[Extracted records]
************

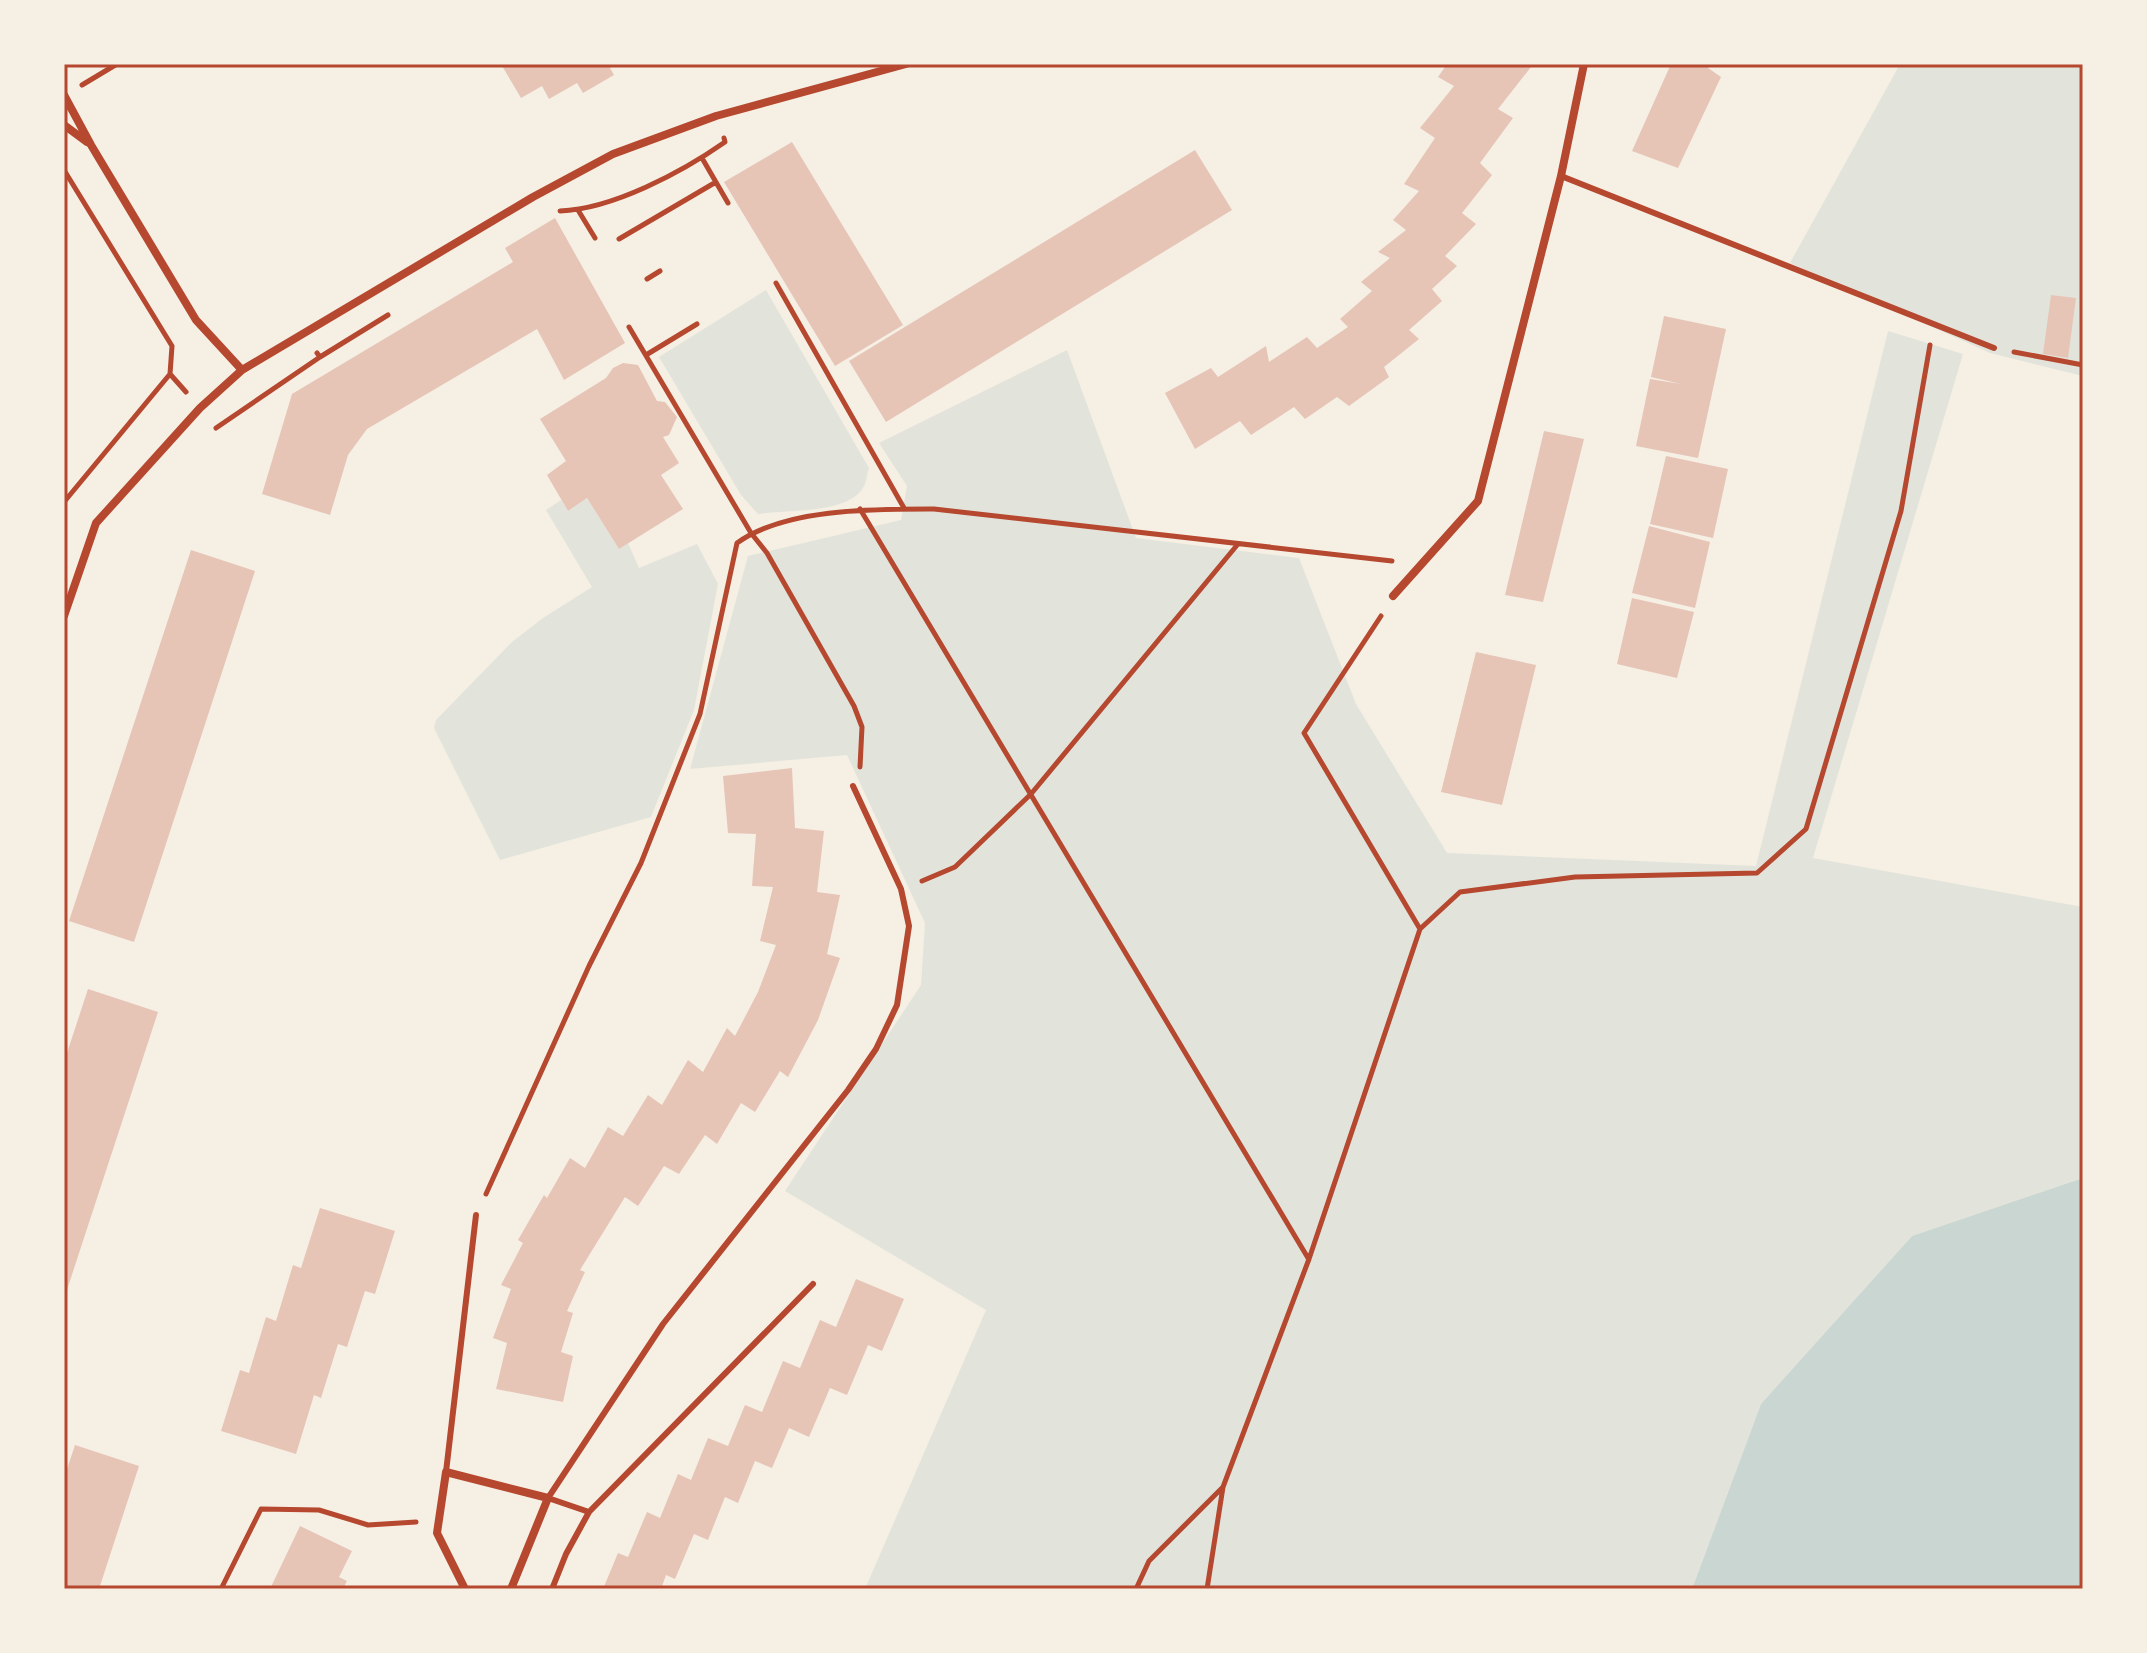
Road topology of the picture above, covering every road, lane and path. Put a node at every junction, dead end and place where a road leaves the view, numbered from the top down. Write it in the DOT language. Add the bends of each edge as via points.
graph roads {
  1 [pos="117,64"];
  2 [pos="906,64"];
  3 [pos="1584,64"];
  4 [pos="64,96"];
  5 [pos="716,116"];
  6 [pos="64,125"];
  7 [pos="91,145"];
  8 [pos="702,158"];
  9 [pos="64,170"];
  10 [pos="1561,176"];
  11 [pos="716,182"];
  12 [pos="728,203"];
  13 [pos="578,210"];
  14 [pos="554,211"];
  15 [pos="595,238"];
  16 [pos="619,239"];
  17 [pos="660,271"];
  18 [pos="647,279"];
  19 [pos="776,283"];
  20 [pos="401,307"];
  21 [pos="697,324"];
  22 [pos="1934,324"];
  23 [pos="629,327"];
  24 [pos="304,333"];
  25 [pos="1994,348"];
  26 [pos="646,355"];
  27 [pos="2083,365"];
  28 [pos="242,370"];
  29 [pos="64,502"];
  30 [pos="860,509"];
  31 [pos="905,509"];
  32 [pos="751,533"];
  33 [pos="1239,543"];
  34 [pos="1421,564"];
  35 [pos="1393,596"];
  36 [pos="64,616"];
  37 [pos="853,786"];
  38 [pos="1031,794"];
  39 [pos="901,889"];
  40 [pos="1420,929"];
  41 [pos="476,1215"];
  42 [pos="1309,1259"];
  43 [pos="813,1284"];
  44 [pos="446,1472"];
  45 [pos="1223,1487"];
  46 [pos="548,1498"];
  47 [pos="589,1512"];
  48 [pos="439,1521"];
  49 [pos="221,1589"];
  50 [pos="465,1589"];
  51 [pos="511,1589"];
  52 [pos="552,1589"];
  53 [pos="1136,1589"];
  54 [pos="1207,1589"];
  1 -- 4 [label="path"];
  2 -- 5 [label="street"];
  3 -- 10 [label="street"];
  4 -- 7 [label="street"];
  5 -- 8 [label="path" via="725,142"];
  5 -- 24 [label="street" via="613,154"];
  6 -- 7 [label="street"];
  7 -- 28 [label="street" via="196,320"];
  8 -- 11 [label="path"];
  8 -- 13 [label="path" via="631,193"];
  9 -- 29 [label="path" via="172,346 170,374"];
  10 -- 22 [label="lane"];
  10 -- 34 [label="street" via="1478,501"];
  11 -- 12 [label="path"];
  11 -- 16 [label="path"];
  13 -- 14 [label="path"];
  13 -- 15 [label="path"];
  17 -- 18 [label="path"];
  19 -- 31 [label="path"];
  20 -- 24 [label="path" via="320,357"];
  21 -- 26 [label="path"];
  22 -- 25 [label="lane"];
  22 -- 40 [label="path" via="1901,511 1806,829 1757,873 1575,877 1460,892"];
  23 -- 26 [label="path"];
  24 -- 28 [label="street"];
  25 -- 27 [label="path"];
  26 -- 32 [label="path"];
  28 -- 36 [label="street" via="200,408 96,523"];
  30 -- 31 [label="path"];
  30 -- 32 [label="path"];
  30 -- 38 [label="path"];
  31 -- 33 [label="path"];
  32 -- 37 [label="path" via="854,706 862,739 860,771"];
  32 -- 41 [label="path" via="737,543 700,714 641,863"];
  33 -- 34 [label="path"];
  33 -- 38 [label="path"];
  34 -- 35 [label="street"];
  35 -- 40 [label="path" via="1304,733"];
  37 -- 39 [label="lane"];
  38 -- 39 [label="path" via="955,867"];
  38 -- 42 [label="path"];
  39 -- 46 [label="lane" via="909,926 905,963 897,1005 876,1049 663,1324"];
  40 -- 42 [label="path"];
  41 -- 44 [label="lane"];
  42 -- 45 [label="path"];
  43 -- 47 [label="lane"];
  44 -- 46 [label="street"];
  44 -- 48 [label="street"];
  45 -- 53 [label="path" via="1149,1561"];
  45 -- 54 [label="path"];
  46 -- 47 [label="lane"];
  46 -- 51 [label="street"];
  47 -- 52 [label="lane"];
  48 -- 49 [label="path" via="368,1525 319,1510 261,1509"];
  48 -- 50 [label="street" via="437,1533"];
}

************

--- Work task ---
Using the records above, work out how many lines hold the string "lane"; answer with that number alone.

--- Exercise solution ---
9